[Extracted information]
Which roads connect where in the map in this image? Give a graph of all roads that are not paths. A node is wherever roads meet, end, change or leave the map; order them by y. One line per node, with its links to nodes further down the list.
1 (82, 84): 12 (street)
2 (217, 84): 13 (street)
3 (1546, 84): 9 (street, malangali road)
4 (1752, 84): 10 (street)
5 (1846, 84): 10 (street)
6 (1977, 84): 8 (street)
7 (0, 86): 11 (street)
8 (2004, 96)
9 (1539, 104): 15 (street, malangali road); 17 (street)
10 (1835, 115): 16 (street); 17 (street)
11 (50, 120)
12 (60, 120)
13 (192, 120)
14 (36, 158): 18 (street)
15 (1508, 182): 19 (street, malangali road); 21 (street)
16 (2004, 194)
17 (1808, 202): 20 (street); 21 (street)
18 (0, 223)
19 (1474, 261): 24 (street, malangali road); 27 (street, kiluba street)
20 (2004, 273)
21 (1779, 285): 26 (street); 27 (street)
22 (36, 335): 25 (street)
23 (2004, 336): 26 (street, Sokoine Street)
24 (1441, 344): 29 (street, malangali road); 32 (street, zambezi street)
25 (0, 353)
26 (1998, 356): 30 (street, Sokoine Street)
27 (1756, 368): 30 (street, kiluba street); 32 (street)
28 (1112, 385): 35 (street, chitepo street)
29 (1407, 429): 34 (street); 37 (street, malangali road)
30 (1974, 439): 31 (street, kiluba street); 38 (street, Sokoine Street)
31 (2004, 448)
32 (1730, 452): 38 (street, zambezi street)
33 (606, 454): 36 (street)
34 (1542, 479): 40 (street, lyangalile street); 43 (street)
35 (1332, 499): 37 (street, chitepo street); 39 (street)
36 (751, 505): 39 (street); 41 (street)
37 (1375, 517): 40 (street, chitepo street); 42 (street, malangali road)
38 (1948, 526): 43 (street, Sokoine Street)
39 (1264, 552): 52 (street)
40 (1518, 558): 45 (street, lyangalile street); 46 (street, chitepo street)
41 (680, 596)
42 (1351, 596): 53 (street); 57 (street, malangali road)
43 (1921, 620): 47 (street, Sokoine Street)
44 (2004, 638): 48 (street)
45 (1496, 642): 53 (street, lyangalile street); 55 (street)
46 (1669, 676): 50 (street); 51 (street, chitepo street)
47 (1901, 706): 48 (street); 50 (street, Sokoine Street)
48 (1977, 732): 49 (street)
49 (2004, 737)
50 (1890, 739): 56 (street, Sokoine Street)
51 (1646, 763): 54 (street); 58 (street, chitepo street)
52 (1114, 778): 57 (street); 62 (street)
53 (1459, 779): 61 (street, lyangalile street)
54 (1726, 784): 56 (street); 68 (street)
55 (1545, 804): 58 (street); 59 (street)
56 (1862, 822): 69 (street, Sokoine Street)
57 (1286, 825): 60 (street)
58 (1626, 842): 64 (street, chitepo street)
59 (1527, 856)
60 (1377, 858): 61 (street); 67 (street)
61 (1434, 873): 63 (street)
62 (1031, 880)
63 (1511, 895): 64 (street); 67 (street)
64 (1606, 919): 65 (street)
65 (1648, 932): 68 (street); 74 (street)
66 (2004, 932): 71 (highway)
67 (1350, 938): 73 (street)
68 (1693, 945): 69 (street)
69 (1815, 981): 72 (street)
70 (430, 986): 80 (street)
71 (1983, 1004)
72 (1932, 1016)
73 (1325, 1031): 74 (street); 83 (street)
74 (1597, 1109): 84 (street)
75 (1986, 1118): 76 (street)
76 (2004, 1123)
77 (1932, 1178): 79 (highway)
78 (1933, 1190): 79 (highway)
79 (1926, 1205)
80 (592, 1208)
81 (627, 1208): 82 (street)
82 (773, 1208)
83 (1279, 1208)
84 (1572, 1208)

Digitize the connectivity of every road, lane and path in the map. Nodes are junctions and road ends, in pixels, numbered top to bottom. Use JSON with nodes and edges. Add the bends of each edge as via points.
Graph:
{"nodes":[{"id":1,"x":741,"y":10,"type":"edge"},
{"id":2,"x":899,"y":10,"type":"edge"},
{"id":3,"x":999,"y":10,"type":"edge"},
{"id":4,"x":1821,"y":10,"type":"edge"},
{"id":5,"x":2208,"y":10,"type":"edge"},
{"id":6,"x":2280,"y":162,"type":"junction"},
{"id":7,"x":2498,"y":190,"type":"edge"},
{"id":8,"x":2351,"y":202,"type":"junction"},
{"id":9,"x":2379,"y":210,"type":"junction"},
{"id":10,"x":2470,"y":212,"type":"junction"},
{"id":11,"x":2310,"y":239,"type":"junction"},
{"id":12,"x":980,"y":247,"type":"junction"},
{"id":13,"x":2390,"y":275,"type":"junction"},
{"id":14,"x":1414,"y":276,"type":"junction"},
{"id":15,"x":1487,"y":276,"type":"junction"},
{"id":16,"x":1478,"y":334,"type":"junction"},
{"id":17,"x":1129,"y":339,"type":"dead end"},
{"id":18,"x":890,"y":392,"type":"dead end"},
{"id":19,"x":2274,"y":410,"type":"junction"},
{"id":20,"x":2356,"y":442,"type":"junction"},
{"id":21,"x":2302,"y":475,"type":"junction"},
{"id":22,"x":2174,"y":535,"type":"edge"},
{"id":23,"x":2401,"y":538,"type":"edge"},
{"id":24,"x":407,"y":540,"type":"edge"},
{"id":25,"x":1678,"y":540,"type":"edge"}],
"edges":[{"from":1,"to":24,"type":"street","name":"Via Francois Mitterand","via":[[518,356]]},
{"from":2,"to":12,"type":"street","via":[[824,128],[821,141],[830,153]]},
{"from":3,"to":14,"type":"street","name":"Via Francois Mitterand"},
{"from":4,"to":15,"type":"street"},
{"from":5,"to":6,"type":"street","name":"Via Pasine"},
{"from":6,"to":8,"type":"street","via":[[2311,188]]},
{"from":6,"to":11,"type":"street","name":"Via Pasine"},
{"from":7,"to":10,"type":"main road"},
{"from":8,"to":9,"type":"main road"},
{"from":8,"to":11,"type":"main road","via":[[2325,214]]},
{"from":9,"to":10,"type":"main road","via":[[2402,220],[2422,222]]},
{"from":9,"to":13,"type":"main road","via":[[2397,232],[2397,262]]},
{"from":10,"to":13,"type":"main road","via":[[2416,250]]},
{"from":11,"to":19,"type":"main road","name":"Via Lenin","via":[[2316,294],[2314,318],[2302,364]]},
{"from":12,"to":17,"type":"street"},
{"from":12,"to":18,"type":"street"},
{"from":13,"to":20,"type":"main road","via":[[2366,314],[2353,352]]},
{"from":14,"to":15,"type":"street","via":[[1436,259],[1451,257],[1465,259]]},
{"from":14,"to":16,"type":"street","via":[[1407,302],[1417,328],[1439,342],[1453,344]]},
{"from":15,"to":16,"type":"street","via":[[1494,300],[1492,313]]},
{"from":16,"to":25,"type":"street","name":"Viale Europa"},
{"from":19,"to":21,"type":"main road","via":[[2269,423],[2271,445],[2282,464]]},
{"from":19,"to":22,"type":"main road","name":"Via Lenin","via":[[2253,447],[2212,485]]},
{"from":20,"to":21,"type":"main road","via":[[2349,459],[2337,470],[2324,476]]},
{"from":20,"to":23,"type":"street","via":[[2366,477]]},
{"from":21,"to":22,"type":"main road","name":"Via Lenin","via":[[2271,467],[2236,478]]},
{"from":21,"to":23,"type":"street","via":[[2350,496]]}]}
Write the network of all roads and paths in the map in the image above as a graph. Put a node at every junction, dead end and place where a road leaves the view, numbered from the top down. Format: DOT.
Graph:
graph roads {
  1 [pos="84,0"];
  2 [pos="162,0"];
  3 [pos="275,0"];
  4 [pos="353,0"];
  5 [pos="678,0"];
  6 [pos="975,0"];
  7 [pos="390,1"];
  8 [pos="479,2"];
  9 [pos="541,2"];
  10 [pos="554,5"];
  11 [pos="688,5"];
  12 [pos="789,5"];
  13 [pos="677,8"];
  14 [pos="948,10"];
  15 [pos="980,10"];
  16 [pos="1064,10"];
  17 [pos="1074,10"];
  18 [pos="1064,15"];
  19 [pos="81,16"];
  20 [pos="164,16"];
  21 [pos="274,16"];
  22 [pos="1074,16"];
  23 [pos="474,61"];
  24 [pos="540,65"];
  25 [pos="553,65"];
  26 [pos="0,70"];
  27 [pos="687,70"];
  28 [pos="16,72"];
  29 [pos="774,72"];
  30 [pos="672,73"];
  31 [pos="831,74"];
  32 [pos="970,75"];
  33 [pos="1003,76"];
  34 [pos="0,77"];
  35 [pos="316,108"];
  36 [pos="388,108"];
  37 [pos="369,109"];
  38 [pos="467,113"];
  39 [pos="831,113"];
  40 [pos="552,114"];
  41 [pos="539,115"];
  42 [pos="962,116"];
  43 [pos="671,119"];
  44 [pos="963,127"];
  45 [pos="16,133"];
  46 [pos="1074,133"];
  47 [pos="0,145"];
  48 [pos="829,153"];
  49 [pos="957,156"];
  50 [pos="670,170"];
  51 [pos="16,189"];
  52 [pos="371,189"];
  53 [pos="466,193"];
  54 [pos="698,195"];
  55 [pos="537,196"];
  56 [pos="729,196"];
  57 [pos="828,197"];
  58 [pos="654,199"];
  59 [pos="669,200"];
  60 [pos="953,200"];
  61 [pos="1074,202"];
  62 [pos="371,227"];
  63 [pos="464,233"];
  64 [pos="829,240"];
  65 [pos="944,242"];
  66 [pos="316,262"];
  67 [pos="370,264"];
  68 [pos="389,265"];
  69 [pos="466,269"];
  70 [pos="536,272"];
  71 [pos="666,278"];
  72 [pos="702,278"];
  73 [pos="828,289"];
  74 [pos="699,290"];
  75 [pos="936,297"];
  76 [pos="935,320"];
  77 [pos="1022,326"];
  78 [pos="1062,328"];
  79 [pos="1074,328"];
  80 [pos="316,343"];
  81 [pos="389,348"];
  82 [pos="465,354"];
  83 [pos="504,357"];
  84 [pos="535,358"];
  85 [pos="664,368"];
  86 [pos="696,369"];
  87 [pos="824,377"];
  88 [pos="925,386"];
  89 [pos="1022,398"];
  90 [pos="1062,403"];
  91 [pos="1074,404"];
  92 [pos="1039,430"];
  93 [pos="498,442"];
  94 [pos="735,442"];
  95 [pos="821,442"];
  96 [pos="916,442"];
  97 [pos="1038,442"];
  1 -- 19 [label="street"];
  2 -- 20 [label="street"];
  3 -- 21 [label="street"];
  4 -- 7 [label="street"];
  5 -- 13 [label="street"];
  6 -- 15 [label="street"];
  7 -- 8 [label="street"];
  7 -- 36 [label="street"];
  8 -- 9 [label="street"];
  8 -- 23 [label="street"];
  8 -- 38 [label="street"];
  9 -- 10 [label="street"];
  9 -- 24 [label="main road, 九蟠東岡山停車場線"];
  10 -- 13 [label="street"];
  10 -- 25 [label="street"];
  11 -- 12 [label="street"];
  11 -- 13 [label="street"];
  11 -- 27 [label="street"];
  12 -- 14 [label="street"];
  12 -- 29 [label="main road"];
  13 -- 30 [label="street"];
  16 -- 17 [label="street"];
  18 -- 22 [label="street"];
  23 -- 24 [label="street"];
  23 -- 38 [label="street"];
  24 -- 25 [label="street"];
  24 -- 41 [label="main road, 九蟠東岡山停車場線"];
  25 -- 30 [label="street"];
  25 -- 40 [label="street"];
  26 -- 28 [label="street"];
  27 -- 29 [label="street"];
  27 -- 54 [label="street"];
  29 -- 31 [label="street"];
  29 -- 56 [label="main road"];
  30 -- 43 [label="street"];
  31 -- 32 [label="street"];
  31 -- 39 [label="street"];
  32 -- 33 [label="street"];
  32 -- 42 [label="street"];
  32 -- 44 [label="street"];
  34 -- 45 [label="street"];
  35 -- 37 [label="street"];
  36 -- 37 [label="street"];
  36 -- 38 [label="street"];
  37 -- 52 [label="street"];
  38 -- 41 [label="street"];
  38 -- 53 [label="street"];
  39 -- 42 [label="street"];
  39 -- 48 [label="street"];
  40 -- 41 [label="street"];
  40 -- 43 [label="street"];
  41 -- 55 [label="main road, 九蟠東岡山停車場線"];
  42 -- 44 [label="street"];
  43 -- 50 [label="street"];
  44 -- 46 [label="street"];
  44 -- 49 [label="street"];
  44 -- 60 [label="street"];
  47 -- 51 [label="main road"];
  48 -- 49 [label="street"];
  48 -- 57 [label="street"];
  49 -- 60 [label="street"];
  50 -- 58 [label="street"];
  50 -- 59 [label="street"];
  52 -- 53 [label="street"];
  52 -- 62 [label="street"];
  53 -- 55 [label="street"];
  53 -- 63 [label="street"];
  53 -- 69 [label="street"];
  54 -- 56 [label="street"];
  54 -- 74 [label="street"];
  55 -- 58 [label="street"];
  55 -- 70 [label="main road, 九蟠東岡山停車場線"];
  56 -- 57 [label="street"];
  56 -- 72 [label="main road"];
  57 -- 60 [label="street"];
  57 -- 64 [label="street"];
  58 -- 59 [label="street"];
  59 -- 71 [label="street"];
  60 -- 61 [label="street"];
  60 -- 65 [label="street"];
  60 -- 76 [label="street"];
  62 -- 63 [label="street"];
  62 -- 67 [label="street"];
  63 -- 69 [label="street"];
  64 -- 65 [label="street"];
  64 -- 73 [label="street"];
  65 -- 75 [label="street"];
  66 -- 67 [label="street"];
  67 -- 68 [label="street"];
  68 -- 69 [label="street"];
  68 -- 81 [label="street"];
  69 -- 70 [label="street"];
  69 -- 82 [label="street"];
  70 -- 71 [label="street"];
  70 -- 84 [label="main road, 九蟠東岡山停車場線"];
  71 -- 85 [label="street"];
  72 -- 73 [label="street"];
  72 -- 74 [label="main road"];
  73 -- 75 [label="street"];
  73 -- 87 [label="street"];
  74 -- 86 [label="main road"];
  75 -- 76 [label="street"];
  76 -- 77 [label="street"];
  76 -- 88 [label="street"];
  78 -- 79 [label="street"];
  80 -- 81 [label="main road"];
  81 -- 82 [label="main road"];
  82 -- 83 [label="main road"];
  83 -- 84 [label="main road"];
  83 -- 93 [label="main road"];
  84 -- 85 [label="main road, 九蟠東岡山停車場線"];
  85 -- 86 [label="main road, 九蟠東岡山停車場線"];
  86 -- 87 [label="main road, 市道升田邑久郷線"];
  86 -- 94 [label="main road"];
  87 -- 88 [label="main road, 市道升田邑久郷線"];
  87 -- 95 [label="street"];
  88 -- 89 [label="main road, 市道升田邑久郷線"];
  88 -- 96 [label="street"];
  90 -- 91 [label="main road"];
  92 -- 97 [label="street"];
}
[/Extracted information]
### [Task details]
Please report, as a bare number, how many lines of the data contain the word "市道升田邑久郷線".

### [Solution to this exercise]
3